You are right I should be setting up RAID 5 for my data which is significant (Photography RAW, PSD, PSB, JPEG files mostly). Unfortunately I didn't buy all the external USB drives at the same time and they are of vastly different sizes and speeds so at the moment at least I am not inclined to set them up as RAID. Besides, they are USB 3.0 external so I am not sure how much speed I would gain.

But what I was looking at is that the XIII Hero supports two GEN4 M.2 SSD drives. I was considering getting two M.2 256GB NVMe drives and moving my OS to them as they should be faster. But what concerns me is in the manual there is a note that on page VIII (specifications) that reads:
** M.2_2 shares bandwidth with PCIEX16_1 and PCIEX16_2. When m.2_2 is enabled, PCIEX16_1 will run at x8 mode and PCIEX16_2 will run at x4 mode.

On page XIII under Connectors with shared bandwidth there is a chart that shows:
PCIX16_1 running at 8x instead of 16x if there is a drive simply inserted in M.2_2.

What I am not clear on is does this indicate that the ASUS ROG STRIX RTX3060 run slower if there is a drive in M.2_2 slot. I think the GPU supports 16x speed but am not 100% sure if this means I slow my GPU by simply installing a drive in the M.2_2 slot. If that is the case I cannot understand why you would ever want to put a drive in M.2_2 and reduce the bandwidth of your GPU by 50%. It seems to be saying if you have a GPU, don't use M.2_2 at all!!!

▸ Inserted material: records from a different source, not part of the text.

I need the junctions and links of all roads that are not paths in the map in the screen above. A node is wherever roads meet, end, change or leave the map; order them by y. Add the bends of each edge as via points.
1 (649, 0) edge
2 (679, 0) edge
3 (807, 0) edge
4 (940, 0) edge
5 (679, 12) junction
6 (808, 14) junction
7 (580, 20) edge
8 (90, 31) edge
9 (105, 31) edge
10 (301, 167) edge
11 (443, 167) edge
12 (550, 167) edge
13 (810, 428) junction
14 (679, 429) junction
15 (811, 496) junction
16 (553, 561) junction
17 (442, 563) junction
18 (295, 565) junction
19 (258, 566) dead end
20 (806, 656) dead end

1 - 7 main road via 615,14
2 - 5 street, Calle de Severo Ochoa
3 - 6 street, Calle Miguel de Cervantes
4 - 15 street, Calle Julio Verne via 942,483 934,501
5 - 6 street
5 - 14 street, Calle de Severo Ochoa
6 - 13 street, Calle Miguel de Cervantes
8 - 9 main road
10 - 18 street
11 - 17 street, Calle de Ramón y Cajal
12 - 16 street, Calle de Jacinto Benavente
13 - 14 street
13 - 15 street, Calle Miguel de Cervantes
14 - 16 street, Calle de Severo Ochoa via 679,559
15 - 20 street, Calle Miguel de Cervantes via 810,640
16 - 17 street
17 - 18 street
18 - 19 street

Or perhaps I am reading this wrong?
If I understand it correctly then perhaps I would be better just getting a single 500GB M.2 drive and just using M.2_1 for my OS drive. I think it would probably still be faster than my two Toshiba SATA SSD drives?

What do you think?
Thanks again,
Darv
Thanks again! This M.2 drive stuff is somewhat new to me.

world
Moderator
While the bandwidth of the GPU is reduced by 50%. The performance doesn't decrease by much at all. Even on a 3080, the performance drop by going from Gen4 16x -> 8x is just a couple % usually, and oftentimes the difference is almost nothing. It depends on the game you're playing (or what other GPU tasks you're doing).

If you're using a RAID with 2 SATA SSDs, a single well-performing M.2 NVMe PCIe 4.0 SSD can greatly outperform them by quite a bit! SATA6 has a bandwidth of 600 MB/s, while PCIe 4.0 4x has a bandwidth of almost 8 GB/s! Of course, this depends on the exact SSD, but if you look at some reviews out there you'll see that NVMe drives will greatly exceed the speed of SATA drives

Thanks for the feedback.

I used to make games (art) so that kinda broke me from playing games so much. Mostly I am using high end 3D graphics applications such as 3ds max , Maya and Blender. Even then it's not so much for animation as it is still frame stuff (album covers). Still the modeling process can be pretty intensive on GPU usage but probably not nearly so much as the actual game. Just depends on the size of the textures and the number of polys. The final rendering is more CPU than GPU intensive.

I guess I just need to determine if a M.2 Gen4 Raid 0 is as useful as I thought it might be. It sounds like a single Gen4 should do better than my current Toshiba drives. My main frustration is waiting for apps such as Photoshop and 3DS Max to load. Once up and running they seem to be fine even on my older system. Loading files isn't quite as painful.

Thanks, at least you got me looking into how much that 16x benefits the GPU. But at least I think I was reading the manual correctly.